Work request
Under no circumstances alter the records; copy each one exactly.

Data to process
========================

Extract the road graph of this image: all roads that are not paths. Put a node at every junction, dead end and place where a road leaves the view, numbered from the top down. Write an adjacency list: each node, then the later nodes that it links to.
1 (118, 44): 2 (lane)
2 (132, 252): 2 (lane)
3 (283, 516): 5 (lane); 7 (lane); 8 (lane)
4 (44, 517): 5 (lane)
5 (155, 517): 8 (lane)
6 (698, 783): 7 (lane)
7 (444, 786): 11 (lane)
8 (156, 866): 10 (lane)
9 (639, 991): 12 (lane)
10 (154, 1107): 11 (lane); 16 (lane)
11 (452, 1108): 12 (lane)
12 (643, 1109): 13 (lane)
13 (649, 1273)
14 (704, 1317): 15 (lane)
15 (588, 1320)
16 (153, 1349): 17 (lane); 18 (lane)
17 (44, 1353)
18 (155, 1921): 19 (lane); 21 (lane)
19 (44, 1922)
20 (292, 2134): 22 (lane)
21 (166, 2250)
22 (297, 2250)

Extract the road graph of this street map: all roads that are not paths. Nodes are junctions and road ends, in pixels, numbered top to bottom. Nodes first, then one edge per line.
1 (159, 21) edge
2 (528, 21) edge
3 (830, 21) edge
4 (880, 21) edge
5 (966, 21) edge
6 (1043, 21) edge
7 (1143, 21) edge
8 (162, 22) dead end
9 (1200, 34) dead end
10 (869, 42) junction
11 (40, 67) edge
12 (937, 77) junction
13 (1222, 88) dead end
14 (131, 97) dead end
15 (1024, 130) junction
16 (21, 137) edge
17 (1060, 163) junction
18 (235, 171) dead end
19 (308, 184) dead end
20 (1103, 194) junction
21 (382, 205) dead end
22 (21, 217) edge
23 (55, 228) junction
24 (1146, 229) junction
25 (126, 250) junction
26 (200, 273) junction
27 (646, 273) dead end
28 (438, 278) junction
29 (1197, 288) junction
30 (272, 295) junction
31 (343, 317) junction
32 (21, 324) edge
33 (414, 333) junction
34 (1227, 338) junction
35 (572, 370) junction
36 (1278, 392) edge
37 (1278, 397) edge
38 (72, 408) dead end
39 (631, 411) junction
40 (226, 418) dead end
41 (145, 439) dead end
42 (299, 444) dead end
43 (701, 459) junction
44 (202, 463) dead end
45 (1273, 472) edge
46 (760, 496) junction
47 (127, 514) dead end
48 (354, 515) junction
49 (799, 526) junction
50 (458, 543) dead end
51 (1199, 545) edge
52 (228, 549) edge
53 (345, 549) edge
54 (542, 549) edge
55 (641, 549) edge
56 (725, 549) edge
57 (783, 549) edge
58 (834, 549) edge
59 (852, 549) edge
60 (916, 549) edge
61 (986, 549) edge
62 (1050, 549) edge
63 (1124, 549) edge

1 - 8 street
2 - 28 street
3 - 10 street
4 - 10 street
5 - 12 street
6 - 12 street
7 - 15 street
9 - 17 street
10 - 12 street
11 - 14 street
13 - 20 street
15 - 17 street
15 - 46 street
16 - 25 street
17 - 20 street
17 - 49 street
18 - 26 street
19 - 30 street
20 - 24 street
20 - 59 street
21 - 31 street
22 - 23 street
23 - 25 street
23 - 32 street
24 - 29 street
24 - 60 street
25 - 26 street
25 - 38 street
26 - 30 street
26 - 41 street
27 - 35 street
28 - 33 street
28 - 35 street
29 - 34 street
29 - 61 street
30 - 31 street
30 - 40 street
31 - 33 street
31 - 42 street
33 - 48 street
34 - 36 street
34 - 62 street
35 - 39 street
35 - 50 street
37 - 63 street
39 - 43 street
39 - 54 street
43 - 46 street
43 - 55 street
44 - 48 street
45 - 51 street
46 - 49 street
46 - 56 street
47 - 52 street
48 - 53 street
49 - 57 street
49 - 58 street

========================

Answer area
Extract the road graph of this image: all roads that are not paths. Put a node at every junction, dead end and place where a road leaves the view, numbered from the top down. Write an adjacency list: each node, then the later nodes that it links to.
1 (118, 44): 2 (lane)
2 (132, 252): 2 (lane)
3 (283, 516): 5 (lane); 7 (lane); 8 (lane)
4 (44, 517): 5 (lane)
5 (155, 517): 8 (lane)
6 (698, 783): 7 (lane)
7 (444, 786): 11 (lane)
8 (156, 866): 10 (lane)
9 (639, 991): 12 (lane)
10 (154, 1107): 11 (lane); 16 (lane)
11 (452, 1108): 12 (lane)
12 (643, 1109): 13 (lane)
13 (649, 1273)
14 (704, 1317): 15 (lane)
15 (588, 1320)
16 (153, 1349): 17 (lane); 18 (lane)
17 (44, 1353)
18 (155, 1921): 19 (lane); 21 (lane)
19 (44, 1922)
20 (292, 2134): 22 (lane)
21 (166, 2250)
22 (297, 2250)

Extract the road graph of this street map: all roads that are not paths. Nodes are junctions and road ends, in pixels, numbered top to bottom. Nodes first, then one edge per line.
1 (159, 21) edge
2 (528, 21) edge
3 (830, 21) edge
4 (880, 21) edge
5 (966, 21) edge
6 (1043, 21) edge
7 (1143, 21) edge
8 (162, 22) dead end
9 (1200, 34) dead end
10 (869, 42) junction
11 (40, 67) edge
12 (937, 77) junction
13 (1222, 88) dead end
14 (131, 97) dead end
15 (1024, 130) junction
16 (21, 137) edge
17 (1060, 163) junction
18 (235, 171) dead end
19 (308, 184) dead end
20 (1103, 194) junction
21 (382, 205) dead end
22 (21, 217) edge
23 (55, 228) junction
24 (1146, 229) junction
25 (126, 250) junction
26 (200, 273) junction
27 (646, 273) dead end
28 (438, 278) junction
29 (1197, 288) junction
30 (272, 295) junction
31 (343, 317) junction
32 (21, 324) edge
33 (414, 333) junction
34 (1227, 338) junction
35 (572, 370) junction
36 (1278, 392) edge
37 (1278, 397) edge
38 (72, 408) dead end
39 (631, 411) junction
40 (226, 418) dead end
41 (145, 439) dead end
42 (299, 444) dead end
43 (701, 459) junction
44 (202, 463) dead end
45 (1273, 472) edge
46 (760, 496) junction
47 (127, 514) dead end
48 (354, 515) junction
49 (799, 526) junction
50 (458, 543) dead end
51 (1199, 545) edge
52 (228, 549) edge
53 (345, 549) edge
54 (542, 549) edge
55 (641, 549) edge
56 (725, 549) edge
57 (783, 549) edge
58 (834, 549) edge
59 (852, 549) edge
60 (916, 549) edge
61 (986, 549) edge
62 (1050, 549) edge
63 (1124, 549) edge

1 - 8 street
2 - 28 street
3 - 10 street
4 - 10 street
5 - 12 street
6 - 12 street
7 - 15 street
9 - 17 street
10 - 12 street
11 - 14 street
13 - 20 street
15 - 17 street
15 - 46 street
16 - 25 street
17 - 20 street
17 - 49 street
18 - 26 street
19 - 30 street
20 - 24 street
20 - 59 street
21 - 31 street
22 - 23 street
23 - 25 street
23 - 32 street
24 - 29 street
24 - 60 street
25 - 26 street
25 - 38 street
26 - 30 street
26 - 41 street
27 - 35 street
28 - 33 street
28 - 35 street
29 - 34 street
29 - 61 street
30 - 31 street
30 - 40 street
31 - 33 street
31 - 42 street
33 - 48 street
34 - 36 street
34 - 62 street
35 - 39 street
35 - 50 street
37 - 63 street
39 - 43 street
39 - 54 street
43 - 46 street
43 - 55 street
44 - 48 street
45 - 51 street
46 - 49 street
46 - 56 street
47 - 52 street
48 - 53 street
49 - 57 street
49 - 58 street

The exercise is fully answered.